As ligações do blog são bastante diversificadas, da extrema esquerda à extrema direita, há links para todo o tipo de informação mais ou menos parcial da blogosfera .
Sinceramente não consigo perceber o que o levou a esta perversa intervenção, mas espero clarificar que o blog não segue uma linha comum, temos monárquicos e republicanos , de esquerda e de direita, se algo o leva a pensar que esta plataforma é partidária de movimentos ou doutrinas nazis, fascistas ou seja o que for desengane-se.
Agradecia alguma fundamentação nos seus comentários para que possamos desenvolver um debate decente e não uma troca de galhardetes sem qualquer base.
Tenho todo o respeito por qualquer visitante deste blog, mas tais acusações não devem ser feitas de ânimo leve.
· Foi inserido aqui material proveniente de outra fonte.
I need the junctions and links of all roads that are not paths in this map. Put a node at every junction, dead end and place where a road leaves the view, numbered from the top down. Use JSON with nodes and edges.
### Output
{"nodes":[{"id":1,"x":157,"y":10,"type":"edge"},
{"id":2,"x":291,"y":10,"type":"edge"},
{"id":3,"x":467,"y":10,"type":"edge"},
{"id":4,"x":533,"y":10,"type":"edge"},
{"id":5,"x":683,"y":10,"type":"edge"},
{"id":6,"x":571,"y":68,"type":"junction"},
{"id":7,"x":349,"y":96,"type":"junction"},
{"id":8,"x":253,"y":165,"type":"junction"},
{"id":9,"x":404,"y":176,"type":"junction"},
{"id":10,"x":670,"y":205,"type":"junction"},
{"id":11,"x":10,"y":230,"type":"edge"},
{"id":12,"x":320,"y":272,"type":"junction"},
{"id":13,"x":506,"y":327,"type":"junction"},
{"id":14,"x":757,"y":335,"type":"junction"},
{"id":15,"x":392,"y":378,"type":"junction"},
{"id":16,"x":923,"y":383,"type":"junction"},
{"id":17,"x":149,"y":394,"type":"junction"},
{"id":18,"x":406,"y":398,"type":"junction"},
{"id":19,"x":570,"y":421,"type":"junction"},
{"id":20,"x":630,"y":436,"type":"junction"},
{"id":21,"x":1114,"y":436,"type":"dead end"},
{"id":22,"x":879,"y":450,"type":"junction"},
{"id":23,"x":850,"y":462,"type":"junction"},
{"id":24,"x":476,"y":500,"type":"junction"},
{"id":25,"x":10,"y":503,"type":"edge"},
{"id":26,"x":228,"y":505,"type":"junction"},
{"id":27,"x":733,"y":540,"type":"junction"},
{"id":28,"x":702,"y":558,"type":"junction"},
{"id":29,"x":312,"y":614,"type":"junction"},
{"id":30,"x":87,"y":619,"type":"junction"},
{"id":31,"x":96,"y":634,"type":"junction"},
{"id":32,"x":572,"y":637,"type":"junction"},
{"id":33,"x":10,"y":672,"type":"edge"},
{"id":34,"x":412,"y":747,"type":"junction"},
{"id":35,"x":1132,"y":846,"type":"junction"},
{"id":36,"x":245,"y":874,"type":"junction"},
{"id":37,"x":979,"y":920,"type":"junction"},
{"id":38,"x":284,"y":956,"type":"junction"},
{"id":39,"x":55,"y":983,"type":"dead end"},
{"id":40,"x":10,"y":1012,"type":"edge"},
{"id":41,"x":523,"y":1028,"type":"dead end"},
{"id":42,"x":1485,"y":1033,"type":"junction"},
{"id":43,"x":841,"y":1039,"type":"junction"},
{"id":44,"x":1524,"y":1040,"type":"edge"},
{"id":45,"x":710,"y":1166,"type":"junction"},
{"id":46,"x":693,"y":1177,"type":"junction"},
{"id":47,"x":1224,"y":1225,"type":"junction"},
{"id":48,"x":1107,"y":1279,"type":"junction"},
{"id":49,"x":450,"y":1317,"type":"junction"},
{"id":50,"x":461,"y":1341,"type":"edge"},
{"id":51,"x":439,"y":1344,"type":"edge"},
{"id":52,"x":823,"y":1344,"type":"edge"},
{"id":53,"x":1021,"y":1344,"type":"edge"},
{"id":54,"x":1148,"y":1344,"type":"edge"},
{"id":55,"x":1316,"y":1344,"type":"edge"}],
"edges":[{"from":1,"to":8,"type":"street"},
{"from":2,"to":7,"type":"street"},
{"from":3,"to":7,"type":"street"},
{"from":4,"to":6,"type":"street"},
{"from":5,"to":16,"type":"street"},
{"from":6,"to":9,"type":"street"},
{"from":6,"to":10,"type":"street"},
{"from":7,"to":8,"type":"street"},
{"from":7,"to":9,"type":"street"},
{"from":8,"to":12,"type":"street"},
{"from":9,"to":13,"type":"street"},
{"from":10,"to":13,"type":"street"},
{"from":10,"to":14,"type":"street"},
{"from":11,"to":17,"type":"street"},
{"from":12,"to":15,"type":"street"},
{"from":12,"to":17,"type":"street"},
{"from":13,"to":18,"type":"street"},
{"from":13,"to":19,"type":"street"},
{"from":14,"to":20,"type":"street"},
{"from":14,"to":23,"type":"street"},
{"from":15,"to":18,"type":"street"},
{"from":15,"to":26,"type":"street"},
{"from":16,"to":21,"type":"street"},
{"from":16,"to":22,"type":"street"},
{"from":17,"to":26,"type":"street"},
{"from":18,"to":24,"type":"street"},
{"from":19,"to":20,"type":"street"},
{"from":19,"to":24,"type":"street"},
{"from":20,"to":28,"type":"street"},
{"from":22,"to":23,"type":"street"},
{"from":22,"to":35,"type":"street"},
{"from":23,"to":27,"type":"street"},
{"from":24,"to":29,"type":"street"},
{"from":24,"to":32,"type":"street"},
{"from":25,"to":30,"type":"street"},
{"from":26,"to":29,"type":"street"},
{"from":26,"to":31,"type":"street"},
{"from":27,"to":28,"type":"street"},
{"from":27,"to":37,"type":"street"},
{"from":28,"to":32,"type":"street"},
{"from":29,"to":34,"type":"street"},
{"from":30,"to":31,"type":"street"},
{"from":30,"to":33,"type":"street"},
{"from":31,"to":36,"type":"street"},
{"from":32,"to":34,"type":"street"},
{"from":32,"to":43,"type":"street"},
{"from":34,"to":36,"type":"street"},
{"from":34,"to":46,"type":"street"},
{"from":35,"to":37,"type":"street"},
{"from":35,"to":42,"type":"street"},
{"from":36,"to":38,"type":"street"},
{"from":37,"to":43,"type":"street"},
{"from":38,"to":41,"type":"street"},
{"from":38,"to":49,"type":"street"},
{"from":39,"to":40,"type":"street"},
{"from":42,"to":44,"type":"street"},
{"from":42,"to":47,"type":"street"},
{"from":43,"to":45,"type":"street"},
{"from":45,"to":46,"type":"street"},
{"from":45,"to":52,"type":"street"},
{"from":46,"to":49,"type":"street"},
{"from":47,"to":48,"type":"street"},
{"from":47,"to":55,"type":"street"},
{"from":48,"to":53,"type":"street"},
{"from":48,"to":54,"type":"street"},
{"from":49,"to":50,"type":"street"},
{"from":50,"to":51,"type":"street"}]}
Se nunca fiz uma crítica escrita sobre o PNR é porque não tenho uma opinião formada sobre um partido que não está inserido na vida política portuguesa. Também não critiquei o PCTP-MRPP , O Partido da Terra, Os Verdes, A Frente de Esquerda Revolucionária, o Partido Humanista, o Partido Operário de Unidade Socialista, o Moviemento Esperança Portugal, entre muitos outros, enquanto blogger não sou obrigado a falar de todas as associações políticas e partidos da esfera política, já critiquei acções de partidos de direita, esquerda e centro!
Mais uma vez peço que ponha algum substrato na conversa para que esta possa ser frutífera.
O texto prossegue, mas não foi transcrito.